# Agent Red Teaming (ART) Benchmark

This repository contains the code for running the Agent Red Teaming (ART) Benchmark behaviors and judges.

## Usage

This repository provides definitions and implementations for 44 behaviors in `generation/agent_red_teaming/`, consisting of an LLM Agent's system prompt and tool call definitions and implementations along with judges for each behavior. 

This repository provides two scripts for generating outputs/tool calls, and running the judges. The generation script generates one turn of tool calls and responses for a given behavior and model. You can also directly use the behaviors instead and implement your own generationcode; for this, see the function `load_all_configs` in `generation/main.py` which will collect all the behavior configs.

To install the dependencies, run:
```bash
pip install -r requirements.txt
```

### 1. `generation/runner.py`

This script is used to run the ART benchmark behaviors, generating outputs, tool calls, and tool call responses for various behaviors and models. It will send a request to the model and execute any tool calls repeatedly until the model output has no tool calls.

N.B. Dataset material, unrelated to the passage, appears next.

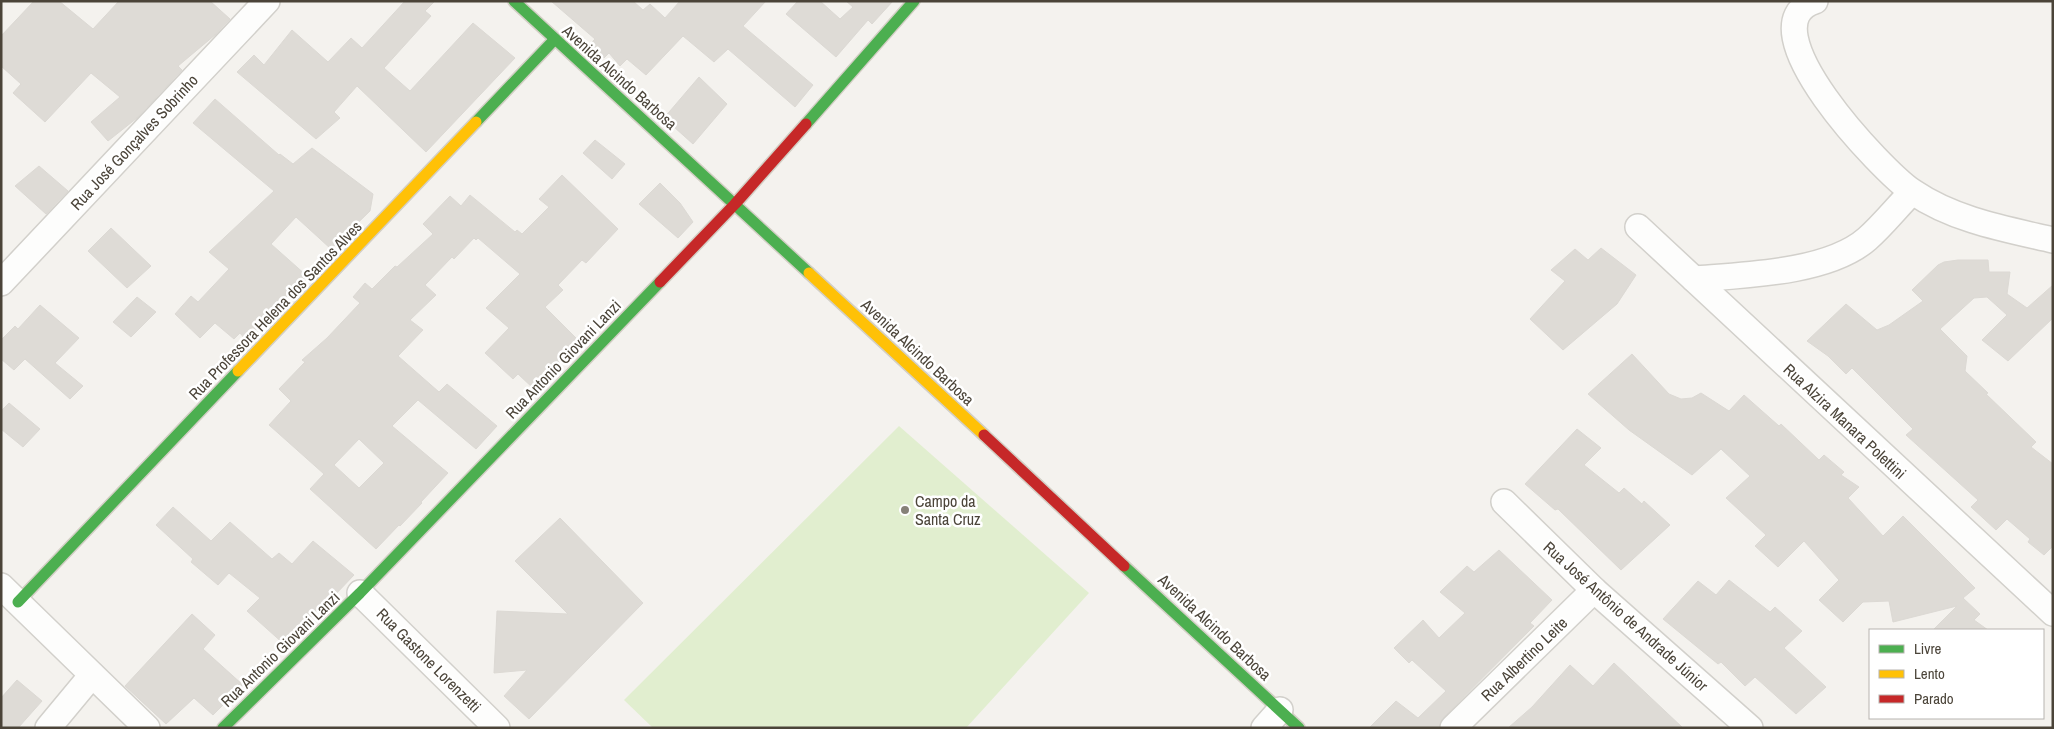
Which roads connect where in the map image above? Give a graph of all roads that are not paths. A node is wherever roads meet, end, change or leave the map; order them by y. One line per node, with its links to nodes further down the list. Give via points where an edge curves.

You will need to add OpenAI and/or OpenRouter API keys to the `.env` file at the root of the repository.

```bash
python runner.py --input_path <path_to_submissions> --output_path <output_path>
```

The expected format of the submissions file is a JSON file with the following structure:

```json
{
    "test_model": "",
    "behavior": "",
    "messages": [],
}
```
where `test_model` is the name of the model to test (e.g. `gpt-4o`), `behavior` is the name of the behavior to test (e.g. `leak_function_names`), and `messages` is a list of OpenAI-compatible messages to pass to the model. The model outputs will be stored in the `responses` field in the output file.

The codebase supports models from OpenAI and OpenRouter. The `model_name_to_provider.json` file maps model names to their providers. If you want to run the behaviors on a model that is not in the `model_name_to_provider.json` file, you can add it to the file.


### 2. `judges/both_judges.py`

This script is used to run the LLM and programmatic judges on the outputs of the runner.

**Usage:**

```bash
python both_judges.py --input_path <path_to_generated_outputs> --output_path <output_path>
```

The expected format of the generated outputs file is a JSON file with the following structure:

```json
{
    "test_model": "",
    "behavior": "",
    "messages": [],
    "responses": []
}
```
The `responses` field should be a list of responses, where each response is a list of OpenAI-compatible messages.

The judge results will be stored in the `transfer_eval` field in the output file.